[Record set]:
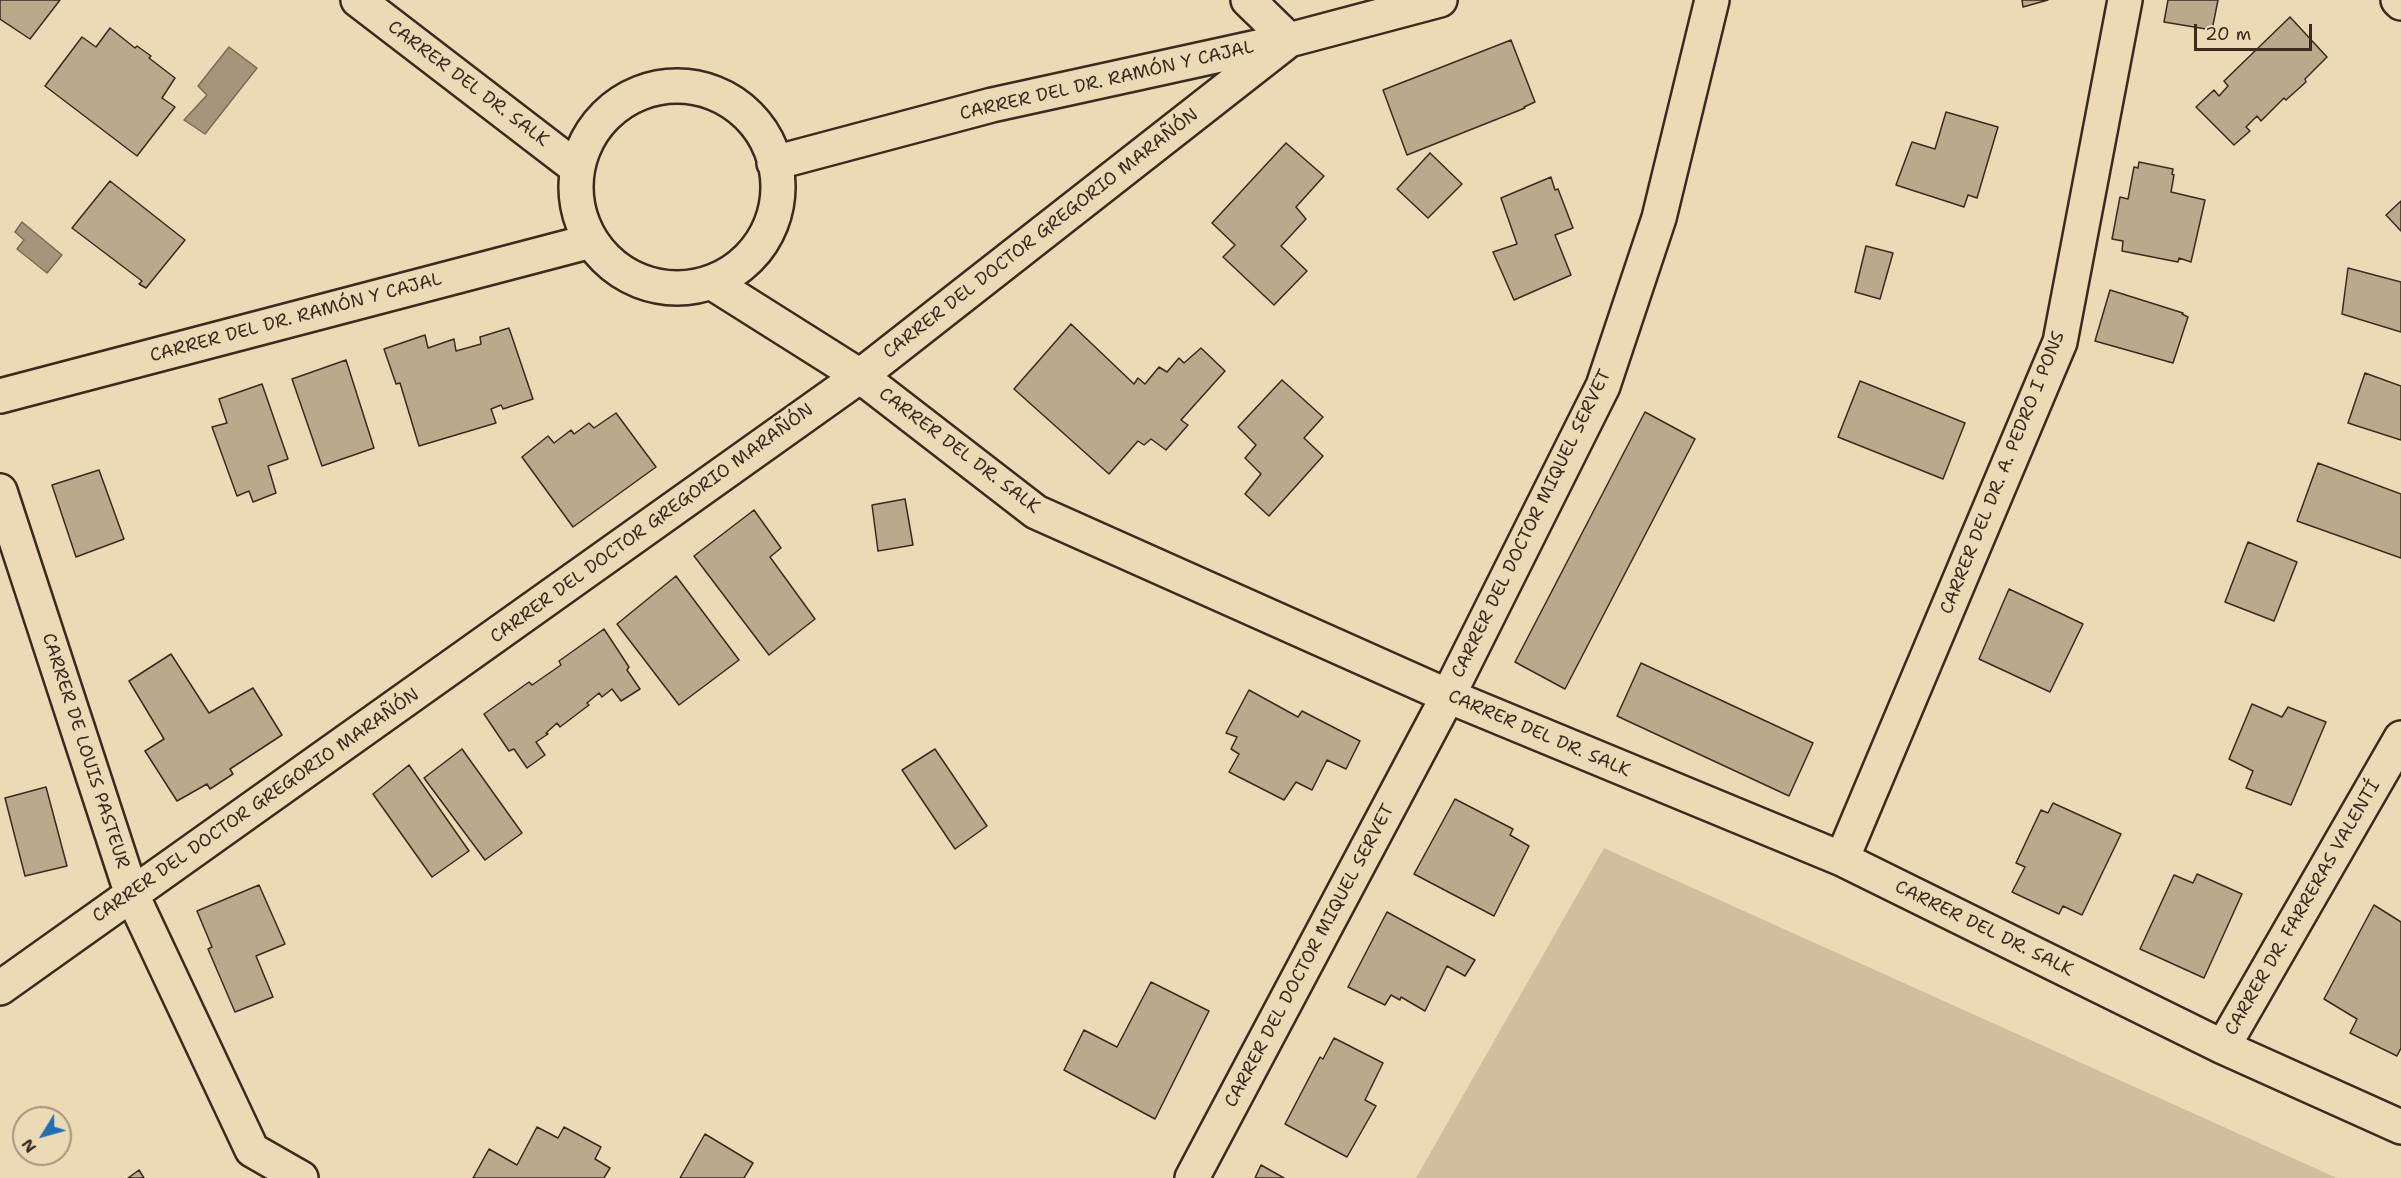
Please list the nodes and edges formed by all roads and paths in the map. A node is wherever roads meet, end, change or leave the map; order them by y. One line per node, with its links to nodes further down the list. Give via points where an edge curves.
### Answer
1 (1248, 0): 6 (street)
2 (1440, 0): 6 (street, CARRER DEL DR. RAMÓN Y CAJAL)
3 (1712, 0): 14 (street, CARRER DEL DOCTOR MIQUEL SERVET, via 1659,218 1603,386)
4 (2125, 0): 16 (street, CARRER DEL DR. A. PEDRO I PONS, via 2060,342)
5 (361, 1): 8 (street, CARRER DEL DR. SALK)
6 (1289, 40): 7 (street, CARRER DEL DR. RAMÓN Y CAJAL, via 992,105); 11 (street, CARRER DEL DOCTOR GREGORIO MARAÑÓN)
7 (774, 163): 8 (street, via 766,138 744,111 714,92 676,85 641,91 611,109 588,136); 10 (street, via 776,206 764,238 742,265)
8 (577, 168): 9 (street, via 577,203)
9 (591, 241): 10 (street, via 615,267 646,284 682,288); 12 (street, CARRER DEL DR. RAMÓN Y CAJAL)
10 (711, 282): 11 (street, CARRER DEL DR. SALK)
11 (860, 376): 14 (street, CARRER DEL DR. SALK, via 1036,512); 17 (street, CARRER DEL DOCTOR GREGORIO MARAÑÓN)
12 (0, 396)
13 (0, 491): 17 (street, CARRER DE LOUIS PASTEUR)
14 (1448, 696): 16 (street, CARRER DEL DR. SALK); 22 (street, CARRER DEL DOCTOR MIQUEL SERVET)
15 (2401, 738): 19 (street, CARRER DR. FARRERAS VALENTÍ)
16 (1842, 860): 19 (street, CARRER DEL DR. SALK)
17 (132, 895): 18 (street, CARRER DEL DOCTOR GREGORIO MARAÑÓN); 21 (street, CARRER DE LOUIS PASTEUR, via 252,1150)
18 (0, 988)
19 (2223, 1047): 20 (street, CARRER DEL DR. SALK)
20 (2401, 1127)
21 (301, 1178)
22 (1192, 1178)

* * *

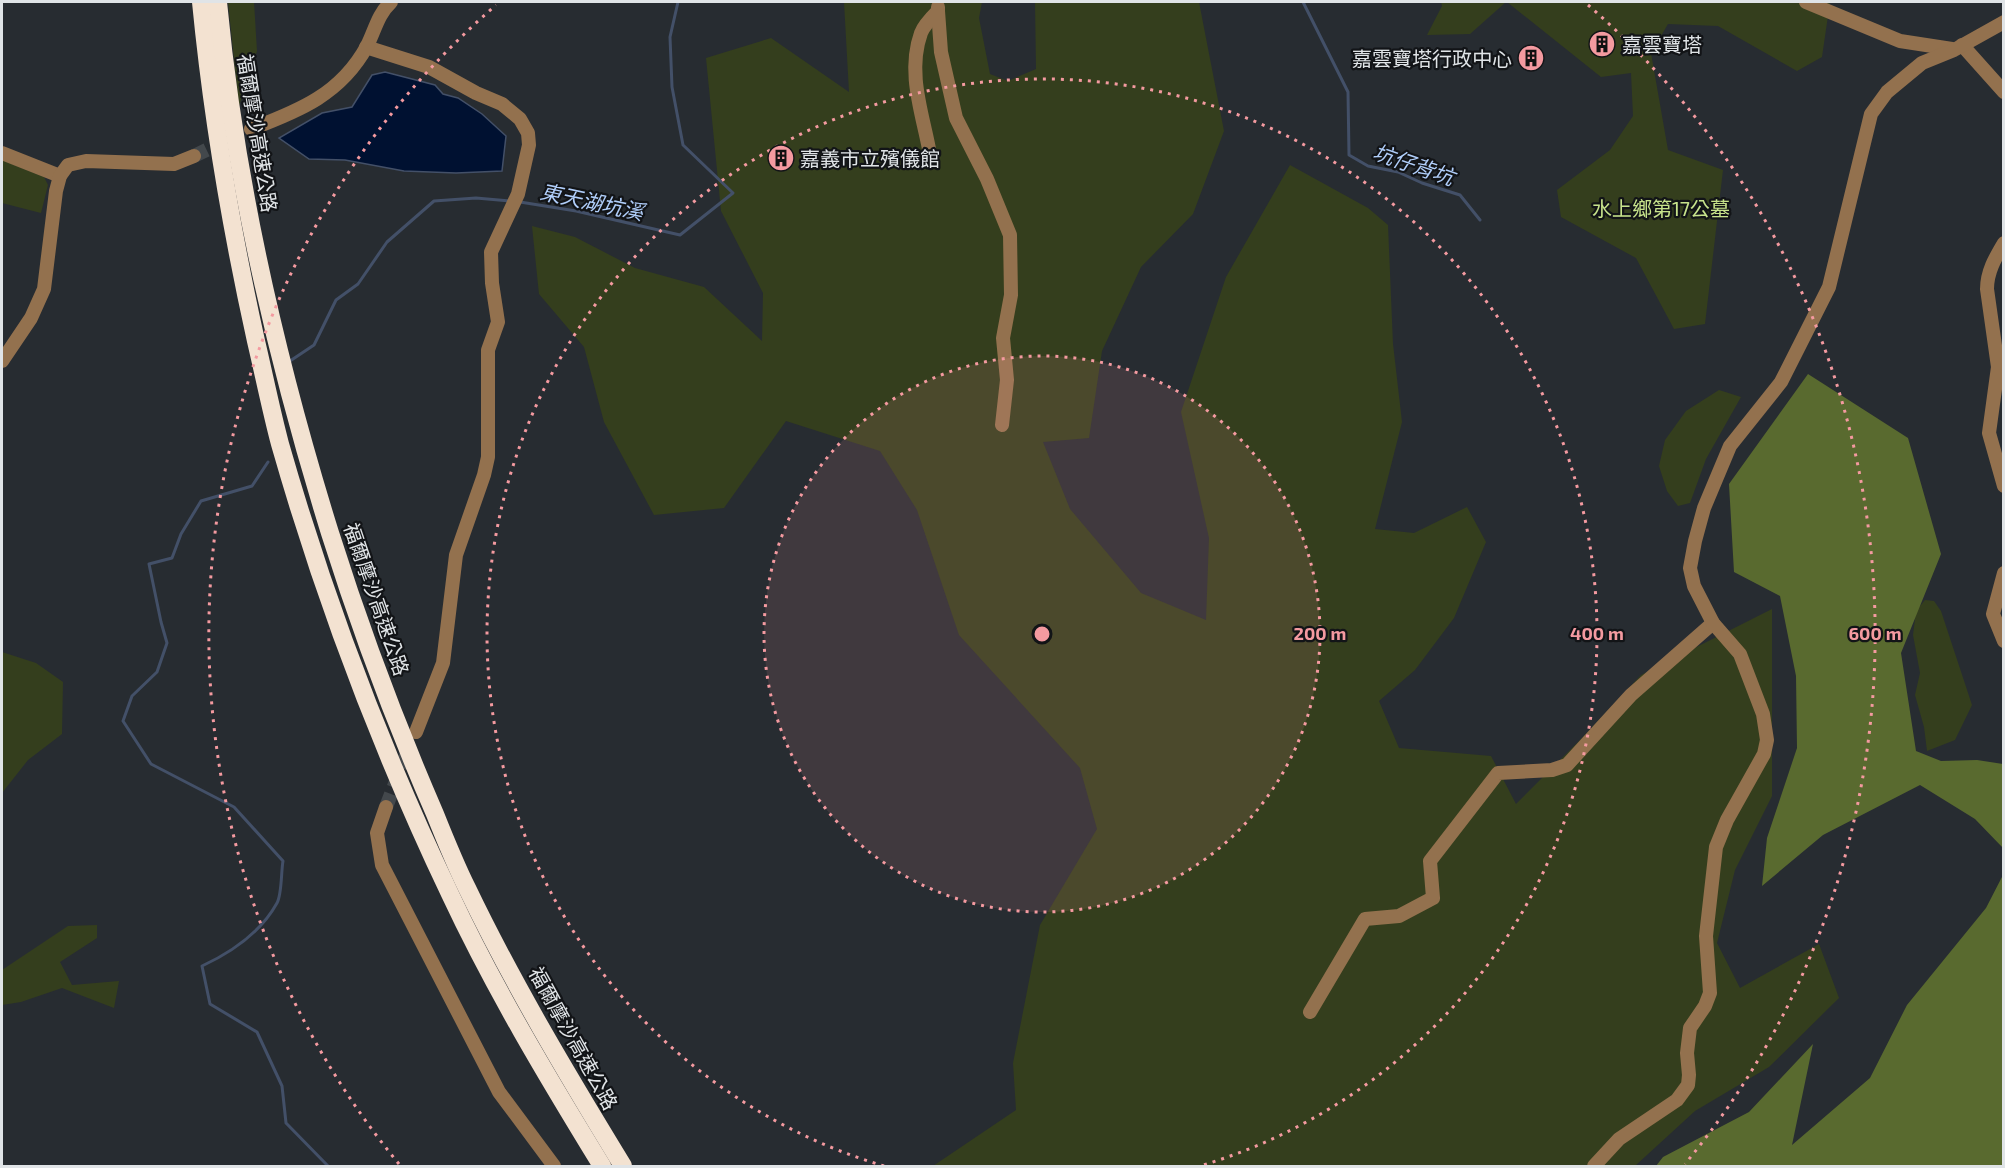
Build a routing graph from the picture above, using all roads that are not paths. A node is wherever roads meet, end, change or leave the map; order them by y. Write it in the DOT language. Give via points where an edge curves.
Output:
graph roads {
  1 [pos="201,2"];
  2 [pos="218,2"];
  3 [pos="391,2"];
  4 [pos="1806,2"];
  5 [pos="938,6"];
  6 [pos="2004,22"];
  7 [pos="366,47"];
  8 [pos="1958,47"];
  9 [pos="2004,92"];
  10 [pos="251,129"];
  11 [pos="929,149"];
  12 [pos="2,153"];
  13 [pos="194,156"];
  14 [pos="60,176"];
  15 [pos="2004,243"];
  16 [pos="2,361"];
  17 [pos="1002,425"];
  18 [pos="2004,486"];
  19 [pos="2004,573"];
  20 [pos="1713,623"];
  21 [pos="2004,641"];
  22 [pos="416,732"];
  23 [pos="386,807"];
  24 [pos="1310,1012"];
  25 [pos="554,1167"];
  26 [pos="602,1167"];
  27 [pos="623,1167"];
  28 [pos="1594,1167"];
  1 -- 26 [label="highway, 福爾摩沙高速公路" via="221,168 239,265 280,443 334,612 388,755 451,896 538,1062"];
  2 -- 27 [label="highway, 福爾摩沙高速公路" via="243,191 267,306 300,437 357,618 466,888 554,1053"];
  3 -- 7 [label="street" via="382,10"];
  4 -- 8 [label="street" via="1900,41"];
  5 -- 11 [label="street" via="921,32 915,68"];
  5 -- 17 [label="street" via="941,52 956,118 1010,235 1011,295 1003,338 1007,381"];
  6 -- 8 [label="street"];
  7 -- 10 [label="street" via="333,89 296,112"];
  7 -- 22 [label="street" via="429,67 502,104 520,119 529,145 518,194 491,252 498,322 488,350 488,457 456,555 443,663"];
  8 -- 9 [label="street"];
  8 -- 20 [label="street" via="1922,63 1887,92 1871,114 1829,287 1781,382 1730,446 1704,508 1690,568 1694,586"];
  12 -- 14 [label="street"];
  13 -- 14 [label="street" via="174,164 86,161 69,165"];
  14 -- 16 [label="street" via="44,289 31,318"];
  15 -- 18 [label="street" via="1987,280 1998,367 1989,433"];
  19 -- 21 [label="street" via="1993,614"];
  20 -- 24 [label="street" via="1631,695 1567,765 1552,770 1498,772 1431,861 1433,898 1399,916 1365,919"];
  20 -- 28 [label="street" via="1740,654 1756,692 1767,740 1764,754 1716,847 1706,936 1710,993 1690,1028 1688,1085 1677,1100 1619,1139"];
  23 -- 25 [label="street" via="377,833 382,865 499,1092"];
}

--

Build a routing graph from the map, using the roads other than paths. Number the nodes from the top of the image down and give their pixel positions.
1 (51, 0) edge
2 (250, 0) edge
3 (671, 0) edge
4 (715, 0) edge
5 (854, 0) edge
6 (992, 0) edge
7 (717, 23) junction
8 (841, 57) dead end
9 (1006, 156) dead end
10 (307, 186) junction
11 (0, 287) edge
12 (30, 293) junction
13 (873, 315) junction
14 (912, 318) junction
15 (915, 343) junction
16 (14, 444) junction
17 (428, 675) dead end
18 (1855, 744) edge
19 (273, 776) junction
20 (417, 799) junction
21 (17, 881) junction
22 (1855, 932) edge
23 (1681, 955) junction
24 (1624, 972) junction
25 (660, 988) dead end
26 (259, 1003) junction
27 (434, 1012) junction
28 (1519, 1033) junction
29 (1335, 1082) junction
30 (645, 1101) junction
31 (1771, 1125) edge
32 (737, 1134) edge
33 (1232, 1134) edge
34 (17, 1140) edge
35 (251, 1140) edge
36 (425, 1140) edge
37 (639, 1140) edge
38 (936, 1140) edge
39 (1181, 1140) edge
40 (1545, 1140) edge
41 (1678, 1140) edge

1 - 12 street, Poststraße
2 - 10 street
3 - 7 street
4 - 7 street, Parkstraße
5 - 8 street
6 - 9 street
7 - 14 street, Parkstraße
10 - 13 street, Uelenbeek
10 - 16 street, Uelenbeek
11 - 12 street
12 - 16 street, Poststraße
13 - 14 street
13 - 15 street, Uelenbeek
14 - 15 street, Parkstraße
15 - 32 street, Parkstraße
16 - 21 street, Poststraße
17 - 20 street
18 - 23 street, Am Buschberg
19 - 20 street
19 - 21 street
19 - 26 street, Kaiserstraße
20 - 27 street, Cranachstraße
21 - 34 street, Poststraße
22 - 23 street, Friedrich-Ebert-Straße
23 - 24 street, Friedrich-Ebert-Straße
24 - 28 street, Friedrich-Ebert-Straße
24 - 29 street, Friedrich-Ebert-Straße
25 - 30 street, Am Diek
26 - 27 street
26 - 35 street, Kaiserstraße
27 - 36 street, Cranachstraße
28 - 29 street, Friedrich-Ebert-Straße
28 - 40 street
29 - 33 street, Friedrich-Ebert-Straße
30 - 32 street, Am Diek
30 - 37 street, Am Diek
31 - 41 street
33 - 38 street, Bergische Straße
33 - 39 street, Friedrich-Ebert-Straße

[Required work]:
The lines to copy are those in the records above containing the word "highway".

[Final answer]:
  1 -- 26 [label="highway, 福爾摩沙高速公路" via="221,168 239,265 280,443 334,612 388,755 451,896 538,1062"];
  2 -- 27 [label="highway, 福爾摩沙高速公路" via="243,191 267,306 300,437 357,618 466,888 554,1053"];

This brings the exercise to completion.